Ramón Rozas, que es quien conoce de verdad toda esta historia y quien ha tenido la gentileza de contármela, explica que a la Iglesia no le sentó nada bien aquello porque entendía que los funerales de Ravachol constituían una burla a las formas y el fondo de los ritos católicos, pero ante la adhesión popular no tuvieron más remedio que callar y aguantar el tirón. Tanto el desfile de la comitiva fúnebre por las calles de la vieja Pontevedra como el gran acto de despedida registraron una asistencia multitudinaria. Ravachol había dejado de ser un simple animal de compañía para convertirse en mito y emblema de una sociedad que lo quiso identificar con sus mejores virtudes. Tras el ceremonial, su cuerpo recibió sepultura en la finca que Perfecto Feijoo tenía en Mourente.

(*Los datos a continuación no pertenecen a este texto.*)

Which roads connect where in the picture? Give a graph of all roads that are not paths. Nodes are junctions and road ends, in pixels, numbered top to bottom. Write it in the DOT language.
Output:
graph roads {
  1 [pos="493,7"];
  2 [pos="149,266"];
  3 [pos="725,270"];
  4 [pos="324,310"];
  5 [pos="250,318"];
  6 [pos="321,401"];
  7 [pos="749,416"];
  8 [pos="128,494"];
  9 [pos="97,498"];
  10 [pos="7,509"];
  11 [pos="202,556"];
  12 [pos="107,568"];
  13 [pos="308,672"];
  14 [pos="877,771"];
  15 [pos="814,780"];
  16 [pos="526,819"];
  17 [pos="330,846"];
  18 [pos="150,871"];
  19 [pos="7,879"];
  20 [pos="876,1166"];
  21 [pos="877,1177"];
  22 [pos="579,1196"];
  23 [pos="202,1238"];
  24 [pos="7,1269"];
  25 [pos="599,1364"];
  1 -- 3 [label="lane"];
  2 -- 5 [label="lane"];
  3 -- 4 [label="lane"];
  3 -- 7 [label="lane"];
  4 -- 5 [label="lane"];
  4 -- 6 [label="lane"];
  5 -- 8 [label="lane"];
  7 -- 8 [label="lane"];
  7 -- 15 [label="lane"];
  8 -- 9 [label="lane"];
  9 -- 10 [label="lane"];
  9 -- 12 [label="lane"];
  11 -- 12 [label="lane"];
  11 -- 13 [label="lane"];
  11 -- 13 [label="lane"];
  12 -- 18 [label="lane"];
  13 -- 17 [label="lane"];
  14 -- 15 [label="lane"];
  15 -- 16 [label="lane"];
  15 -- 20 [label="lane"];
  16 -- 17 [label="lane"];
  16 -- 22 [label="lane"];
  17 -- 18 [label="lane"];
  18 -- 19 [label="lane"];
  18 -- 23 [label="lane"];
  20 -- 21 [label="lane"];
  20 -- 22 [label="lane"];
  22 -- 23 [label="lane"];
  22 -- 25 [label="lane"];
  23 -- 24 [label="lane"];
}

La vida, después, siguió su curso. El boticario murió en 1935 y la guerra y la dictadura dejaron al país sin demasiadas ganas de bromas. Cuando volvió la democracia y, en consecuencia, los carnavales regresaron paulatinamente a adornar los calendarios de toda España, alguien en Pontevedra cayó en la cuenta de que el loro Ravachol —cuyos funerales se habían oficiado en pleno Miércoles de Ceniza— podía ser un buen patrón para bendecir las paganidades de la fiesta. Desde entonces, la que fuera mascota de don Perfecto resucita cada año para presidir los desmadres y muere inevitablemente siempre que estos llegan a su fin, reeditando sus propios funerales en la que es una de las jornadas más queridas por la sociedad pontevedresa. No es el único homenaje que le brinda su ciudad: una escultura de José Luis Penado lo inmortaliza desde 2006 en la plaza de La Peregrina. Si unas pocas calles más allá Teucro dispara a las nubes desde su atalaya inalcanzable, Ravachol mira a los ojos de los viandantes y les demuestra quién supo ganarse de verdad el cariño de sus convecinos al tiempo que recuerda que en ese mismo punto estuvo la botica de Feijoo, de la que ya no queda nada pero cuyo recuerdo permanece vivo gracias a la mascota que constituyó su atractivo más pintoresco. «Don Perfeuto, parroquia».